CrossmodalGroup / HREM

Learning Semantic Relationship among Instances for Image-Text Matching, CVPR, 2023
Apache License 2.0
89 stars 8 forks source link

Question about the loss function using in your code #10

Open TitleZ99 opened 1 month ago

TitleZ99 commented 1 month ago

First of all, I would like to express my respect and gratitude to you for accomplishing such an inspiring work. In the paper, you used a basic triplet loss in the design of the loss function, but used a loss function that includes distanceweightedminer of metric learning in the code. I don't know much about this loss function, is this a loss function you designed or from other work? I would very much like to learn more about this loss function. But I didn't find much information about it. Can you teach me why this loss function is used and provide relevant papers to help me learn? Thanks and salutations again, looking forward to your reply. 1729003600816

darkpromise98 commented 1 month ago

The distanceweightedminer comes from the previous metric learning work [1]. It will sample the negative samples based on the similarity/distance of negative pairs. The greater the similarity, the higher the probability of being selected.
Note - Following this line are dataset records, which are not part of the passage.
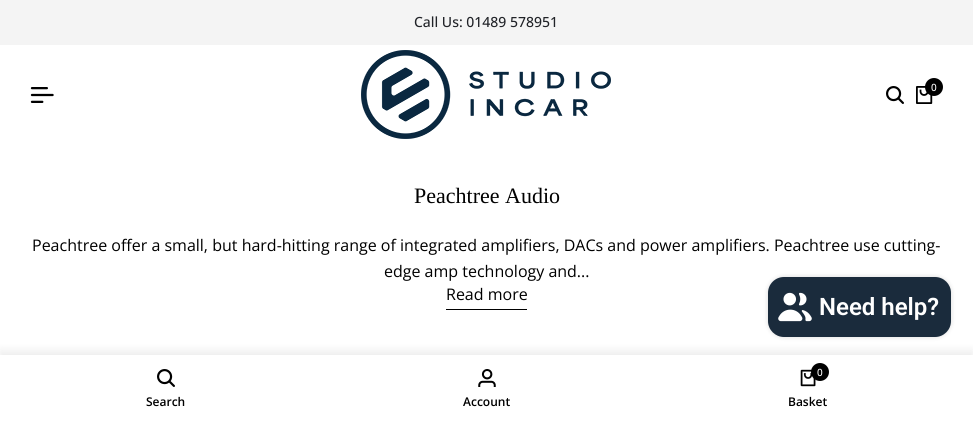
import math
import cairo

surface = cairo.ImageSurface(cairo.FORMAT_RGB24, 973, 422)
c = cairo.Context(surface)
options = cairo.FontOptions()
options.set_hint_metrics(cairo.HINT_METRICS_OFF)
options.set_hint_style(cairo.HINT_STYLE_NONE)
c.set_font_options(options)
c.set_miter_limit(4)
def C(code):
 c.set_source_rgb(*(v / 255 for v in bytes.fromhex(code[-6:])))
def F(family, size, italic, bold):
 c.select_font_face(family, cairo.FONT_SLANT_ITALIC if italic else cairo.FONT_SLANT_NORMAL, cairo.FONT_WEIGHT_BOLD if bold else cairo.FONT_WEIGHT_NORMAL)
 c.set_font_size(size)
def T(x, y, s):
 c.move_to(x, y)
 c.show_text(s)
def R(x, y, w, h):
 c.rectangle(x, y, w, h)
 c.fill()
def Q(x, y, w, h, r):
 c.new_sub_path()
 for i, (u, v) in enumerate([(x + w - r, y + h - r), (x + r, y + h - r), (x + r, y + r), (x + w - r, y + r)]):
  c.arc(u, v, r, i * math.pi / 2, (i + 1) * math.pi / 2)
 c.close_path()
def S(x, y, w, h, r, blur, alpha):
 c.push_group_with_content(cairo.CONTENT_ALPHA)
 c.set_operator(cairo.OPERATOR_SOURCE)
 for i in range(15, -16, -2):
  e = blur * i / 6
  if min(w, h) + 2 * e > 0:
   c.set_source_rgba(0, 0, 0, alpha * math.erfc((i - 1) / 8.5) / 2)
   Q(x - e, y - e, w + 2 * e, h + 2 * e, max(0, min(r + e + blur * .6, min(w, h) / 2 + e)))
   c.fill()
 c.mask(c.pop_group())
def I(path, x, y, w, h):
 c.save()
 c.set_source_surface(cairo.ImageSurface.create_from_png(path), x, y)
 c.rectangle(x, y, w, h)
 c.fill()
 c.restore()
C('ffffff')
c.paint()
C('f4f4f4')
R(0,0,973,45)
F('Open Sans Medium',14,0,0)
C('212328')
T(414,27,'Call Us: 01489 578951')
I('1.png',30,87,24,16)
I('2.png',361,50,250,89)
I('3.png',886,86,18,18)
I('4.png',916,86,17,18)
C('000000')
c.arc(934,87,9,0,2 * math.pi)
c.fill()
F('Open Sans Medium',10,0,0)
C('ffffff')
T(931,91,'0')
F('Liberation Serif',22,0,0)
C('000000')
T(414,203,'Peachtree Audio')
F('Open Sans',16,0,0)
T(32,251,'Peachtree offer a small, but hard-hitting range of integrated amplifiers, DACs and power amplifiers. Peachtree use cutting-')
T(384,277,'edge amp technology and...')
T(446,300,'Read more')
R(446,309,81,1)
C('000000')
S(768,277,183,60,16,2.5,.15)
S(0,351,973,67,0,5,.08)
C('1a2b3c')
Q(768,277,183,60,16)
c.fill()
I('5.png',778,292,34,30)
F('Roboto SemiBold',24,0,0)
C('ffffff')
T(819,315,'Need help?')
R(0,355,973,67)
I('3.png',157,369,18,18)
F('Open Sans SemiBold',12,0,0)
C('000000')
T(146,406,'Search')
I('6.png',478,369,18,18)
T(463,406,'Account')
I('7.png',800,369,16,18)
c.arc(820,372,9,0,2 * math.pi)
c.fill()
F('Open Sans Medium',10,0,0)
C('ffffff')
T(817,376,'0')
F('Open Sans SemiBold',12,0,0)
C('000000')
T(788,406,'Basket')
surface.write_to_png('o.png')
You can understand this as a mining strategy of negative samples.

Compared with the original triplet loss (just select the hardest negative samples), the distanceweightedminer selects soft negative samples and bring robust training.

[1] sampling matters in deep embedding learning, ICCV, 2017

darkpromise98 commented 1 month ago

Besides, the code implementation comes from the official repo [2] (the image/single-modal retrieval task), and I did minor modification for cross-modal task.

[2] https://github.com/chaoyuaw/incubator-mxnet/blob/master/example/gluon/embedding_learning/model.py#L61

TitleZ99 commented 1 month ago

Thank you very much for the timely response, I will learn from the response you have given.